Vortrag von Lancedell Mathews, Direktor der BfdW-EED-Partnerorganisation NARDA aus Liberia, beim Peace Building Forum der Arbeitsgemeinschaft Frieden und Entwicklung vom 07. bis 08 Mai 2014 in Berlin.
In seinem Beitrag zum Management natürlich Ressourcen führt Lancedell Matthews, Direktor von NARDA aus Liberia aus, dass Land und andere natürliche Ressourcen wie u.a. auch Wasser zentrale Ansatzpunkte für Friedensförderung liefern. Die National Land Policy in Liberia bietet Chancen, da vor allem die Rechte indigener Gruppen hierin berücksichtigt werden. Die Sicherung lokaler legitimer Nutzungsrechte von Land und anderen natürlichen Ressourcen gegenüber einflußreichen Investoren und damit verbundenen Einbeziehung lokaler Betroffener in Gouvernance-Fragen kommt eine zentrale Bedeutung zu. Allerdings bräuchte es für inklusive Prozesse auch ausreichend Zeit und gegenseitiges Vertrauen, um lokales Know-how und Perspektiven in die Programmierung und Umsetzung einbringen zu können.
Sein ausführlicher Beitrag zum Thema Management natürlicher Ressourcen und Friedensförderung ist auf der Homepage von FriEnt erschienen und nun im Folgenden oder unter diesem Link nachzulesen.
A praxis journey: peacebuilding, natural resource management and development actors
By Lancedell Mathews
The quest for peace in the world has taken nations and peoples down diverse paths – the paths of freedom and justice, the way of democracy and human rights, and the road of security and now natural resource management.
The lesson we are learning from these journeys is that the values of peace are overarching and must be reflected in local, national and international economics or politics, business and industry as well as the social and cultural everyday life of people everywhere. Natural resources and its ownership, use and how it is administered has for very many years now been called into question and the rich experience of how we have managed it in the past whether through ideas of imperialism, and colonialism, communism or capitalism and now natural resource management must be harnessed and used for promoting a peaceful world.
This is one of the blessings of on-going debates and dialogues on peacebuilding, they stimulate thoughts on how we can do things differently and it is our global hope that connections between what we say and do will be strengthened so that we do not have thoughtless actions embedded in hegemony and actionless thoughts anchored in current practices.
Another important consideration for peacebuilding work is that it takes time, but time is what neither the international community, nor governments, nor people seem to have. The international development agenda keeps changing but largely within the same hegemony so following up initial interventions becomes a challenge; governments struggling with the lack of peace have a limited time to effect change before the next elections, and people need peace now and not in the year 2030. The peacebuilding agenda must consider how to meander through the maze of these competing realities. Peacebuilding is long term – and so too should be the commitment for peace.

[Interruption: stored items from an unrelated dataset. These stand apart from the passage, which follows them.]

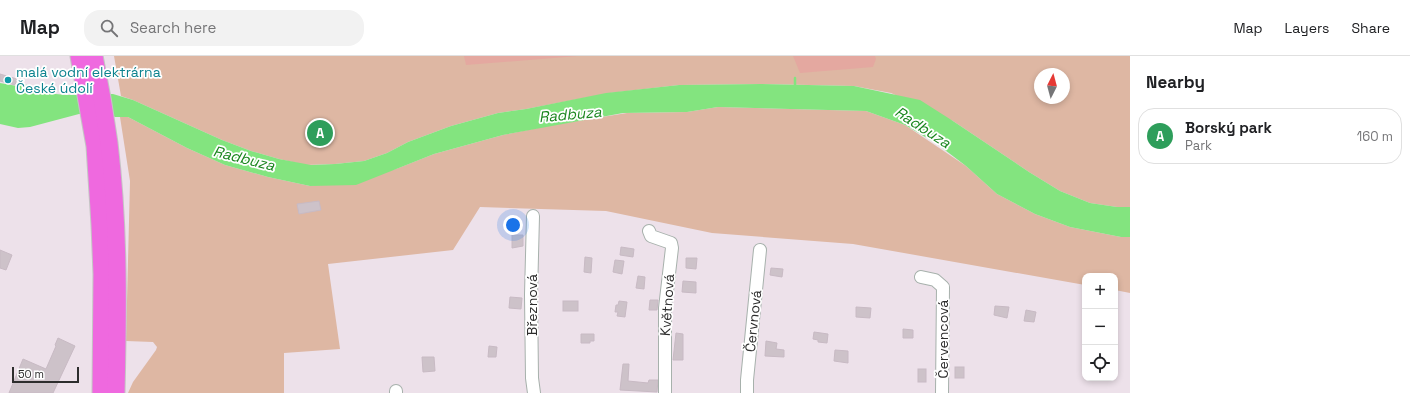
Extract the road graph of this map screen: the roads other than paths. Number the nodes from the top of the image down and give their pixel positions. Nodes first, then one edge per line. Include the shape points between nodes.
1 (79, 56) edge
2 (94, 56) edge
3 (533, 216) dead end
4 (649, 231) dead end
5 (760, 250) dead end
6 (921, 277) dead end
7 (101, 393) edge
8 (116, 393) edge
9 (534, 393) edge
10 (665, 393) edge
11 (747, 393) edge
12 (942, 393) edge

1 - 7 highway via 95,146 102,274
2 - 8 highway via 110,151 115,226
3 - 9 street, Březnová via 531,295
4 - 10 street, Květnová via 651,236 671,243 672,248 665,308
5 - 11 street, Červnová
6 - 12 street, Červencová via 935,280 943,287

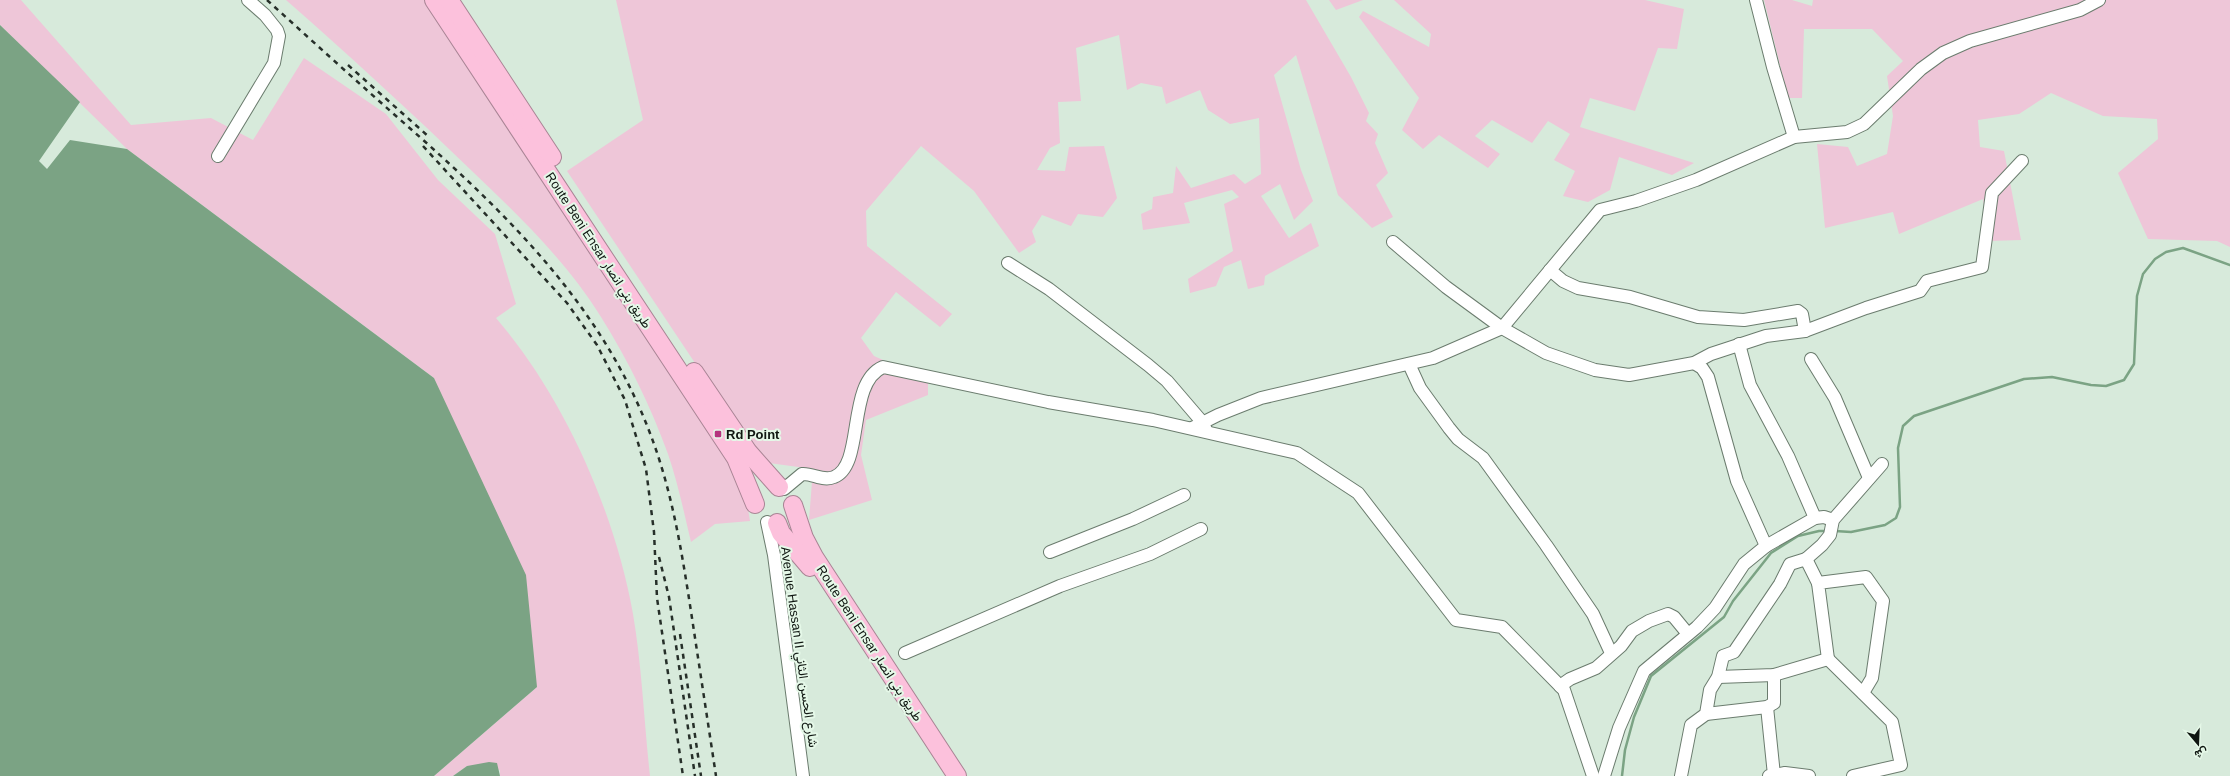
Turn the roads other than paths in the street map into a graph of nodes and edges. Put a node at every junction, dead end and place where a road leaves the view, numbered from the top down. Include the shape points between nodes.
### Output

Current natural resource management thinking in my mind focuses significantly on the economics of the resource and treats humanity as an add-on and not instead as the very essence – the means and the end of natural resource management. Local people should be ready and prepared for investments in resource extraction before national and international actors have it thrust upon them. In our quest to forge ahead with economic growth we sometimes leave the people behind. The notions of ‘the whole of society’, ‘inclusive development’ and ‘maximum feasible participation’ important concepts for building peace, without clear indexes, and standards have become all things to all people with all actors claiming compliance. But our experience shows that in spite of this claim thousands of hectares of indigenous people land are being relinquished through concession agreements for mining, agriculture, and logging without their participation. Attention to processes for peace must be as important as the results. The list could go on to include the changing nature of livelihoods of entire fishing communities that now buy fish from fishing vessels off the Liberian coast because they claim that fish have moved into the deep waters and paddling is too tedious and not profitable. After more than a generation of peacebuilding interventions, people’s involvement in the allocation, distribution, use and management of benefits of extraction of natural resources is at the minimum threshold of the participation ladder.
The insistence of the peacebuilding agenda on inclusive natural resource management is laying the foundation of positive long-term sustainable peace that rests with people. National dialogues on peacebuilding are considering the construction of a maximum feasible participation index so that we recognize it when we see it, and we are beginning to recognize it.
I just looked at a memo from the natural resource management consortium of civil society actors last week, informing members of a request by the 53rd National Legislature of Liberia to contribute to a public hearing on a legislative investigation on the condition of water, sanitation and hygiene. The consortium is to focus on Liberia’s Extractive Industries and their Impact on Safe and Accessible Water. We find that generally, water as a natural resource is misused, abused and not responsibly managed perhaps because it seems to be everywhere.
Our findings suggest that the water sector is also largely unregulated. Some of the big concessions take a minimalist approach to protect sources of water in some of the areas that they operate in. However, what these concessions do is not supervised by national water management bodies. On the other hand, alluvia and artisanal mining in several parts of Liberia do not even see water as a natural resource that is important enough to manage.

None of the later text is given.